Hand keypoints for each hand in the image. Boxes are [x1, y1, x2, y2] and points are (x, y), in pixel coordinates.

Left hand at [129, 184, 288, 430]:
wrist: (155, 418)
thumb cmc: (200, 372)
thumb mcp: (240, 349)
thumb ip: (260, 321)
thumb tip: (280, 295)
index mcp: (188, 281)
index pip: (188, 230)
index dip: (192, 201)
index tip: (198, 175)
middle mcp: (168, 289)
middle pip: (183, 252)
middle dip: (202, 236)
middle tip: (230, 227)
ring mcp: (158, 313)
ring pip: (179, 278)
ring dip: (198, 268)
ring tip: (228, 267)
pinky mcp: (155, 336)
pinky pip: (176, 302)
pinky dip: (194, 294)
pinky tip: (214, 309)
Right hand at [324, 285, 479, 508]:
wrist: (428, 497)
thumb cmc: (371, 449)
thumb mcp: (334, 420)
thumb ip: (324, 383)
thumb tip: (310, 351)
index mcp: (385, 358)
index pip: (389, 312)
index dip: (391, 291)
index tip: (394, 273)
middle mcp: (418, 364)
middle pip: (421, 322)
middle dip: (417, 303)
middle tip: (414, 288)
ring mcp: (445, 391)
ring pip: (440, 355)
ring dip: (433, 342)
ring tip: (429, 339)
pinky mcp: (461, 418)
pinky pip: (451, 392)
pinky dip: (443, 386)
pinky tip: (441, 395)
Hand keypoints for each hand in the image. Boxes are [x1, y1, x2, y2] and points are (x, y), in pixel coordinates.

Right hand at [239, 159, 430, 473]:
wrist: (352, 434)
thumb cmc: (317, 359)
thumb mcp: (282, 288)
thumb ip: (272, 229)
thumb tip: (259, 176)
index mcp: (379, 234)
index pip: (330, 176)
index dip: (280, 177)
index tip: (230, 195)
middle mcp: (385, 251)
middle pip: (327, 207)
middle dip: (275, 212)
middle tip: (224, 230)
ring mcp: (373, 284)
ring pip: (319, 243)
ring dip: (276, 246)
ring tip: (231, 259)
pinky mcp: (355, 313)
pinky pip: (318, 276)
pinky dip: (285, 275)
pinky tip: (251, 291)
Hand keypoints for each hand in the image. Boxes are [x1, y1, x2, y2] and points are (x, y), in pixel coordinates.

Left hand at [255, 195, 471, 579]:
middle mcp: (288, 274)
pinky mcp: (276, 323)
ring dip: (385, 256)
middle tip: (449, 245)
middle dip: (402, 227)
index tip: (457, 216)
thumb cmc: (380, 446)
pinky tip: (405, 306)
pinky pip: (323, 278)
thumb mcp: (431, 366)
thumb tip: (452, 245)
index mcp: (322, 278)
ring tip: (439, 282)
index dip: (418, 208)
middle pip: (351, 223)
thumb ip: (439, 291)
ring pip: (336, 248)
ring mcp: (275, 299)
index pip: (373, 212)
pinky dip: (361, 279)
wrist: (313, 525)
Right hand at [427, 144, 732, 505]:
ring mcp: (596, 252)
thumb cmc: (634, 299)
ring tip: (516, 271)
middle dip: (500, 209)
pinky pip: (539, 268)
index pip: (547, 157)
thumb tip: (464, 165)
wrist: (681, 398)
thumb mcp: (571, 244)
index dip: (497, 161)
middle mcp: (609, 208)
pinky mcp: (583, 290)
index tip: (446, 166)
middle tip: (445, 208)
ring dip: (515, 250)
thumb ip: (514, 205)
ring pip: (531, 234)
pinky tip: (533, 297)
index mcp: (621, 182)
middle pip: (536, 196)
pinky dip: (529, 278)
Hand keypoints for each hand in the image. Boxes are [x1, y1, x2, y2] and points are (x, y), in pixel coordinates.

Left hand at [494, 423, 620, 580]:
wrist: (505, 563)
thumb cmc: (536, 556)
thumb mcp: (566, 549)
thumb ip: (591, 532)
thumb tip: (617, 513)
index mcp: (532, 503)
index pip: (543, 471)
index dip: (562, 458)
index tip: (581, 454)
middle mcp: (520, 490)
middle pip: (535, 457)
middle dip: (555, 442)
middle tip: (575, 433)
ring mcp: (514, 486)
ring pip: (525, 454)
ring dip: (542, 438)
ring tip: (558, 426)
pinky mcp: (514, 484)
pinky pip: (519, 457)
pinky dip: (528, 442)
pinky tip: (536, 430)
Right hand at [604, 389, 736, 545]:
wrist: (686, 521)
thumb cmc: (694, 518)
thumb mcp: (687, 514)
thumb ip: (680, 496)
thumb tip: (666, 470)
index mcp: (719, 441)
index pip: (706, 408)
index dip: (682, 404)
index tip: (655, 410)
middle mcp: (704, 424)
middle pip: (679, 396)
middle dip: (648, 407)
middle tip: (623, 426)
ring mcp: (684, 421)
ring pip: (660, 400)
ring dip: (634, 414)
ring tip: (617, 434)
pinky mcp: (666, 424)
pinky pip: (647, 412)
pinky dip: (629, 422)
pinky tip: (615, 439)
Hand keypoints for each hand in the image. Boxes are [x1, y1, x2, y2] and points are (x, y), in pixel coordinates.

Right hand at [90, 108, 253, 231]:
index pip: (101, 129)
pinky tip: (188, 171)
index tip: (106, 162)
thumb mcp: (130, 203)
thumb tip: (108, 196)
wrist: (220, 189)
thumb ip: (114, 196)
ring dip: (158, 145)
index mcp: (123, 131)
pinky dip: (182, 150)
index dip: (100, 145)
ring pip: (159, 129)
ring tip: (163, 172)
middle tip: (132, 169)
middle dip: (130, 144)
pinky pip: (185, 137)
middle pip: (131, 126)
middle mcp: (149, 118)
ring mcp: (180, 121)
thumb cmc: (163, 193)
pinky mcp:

################

Required action – Retype the lines beginning at the one containing "pinky tip: (188, 171)" and ending at the final line of the material, both included.

Task response –
pinky tip: (188, 171)
index tip: (106, 162)
thumb mcp: (130, 203)
thumb tip: (108, 196)
wrist: (220, 189)
thumb ip: (114, 196)
ring dip: (158, 145)
index mcp: (123, 131)
pinky dip: (182, 150)
index dip: (100, 145)
ring pip: (159, 129)
ring tip: (163, 172)
middle tip: (132, 169)
middle dip: (130, 144)
pinky pip: (185, 137)
middle pip: (131, 126)
middle mcp: (149, 118)
ring mcp: (180, 121)
thumb cmc: (163, 193)
pinky mcp:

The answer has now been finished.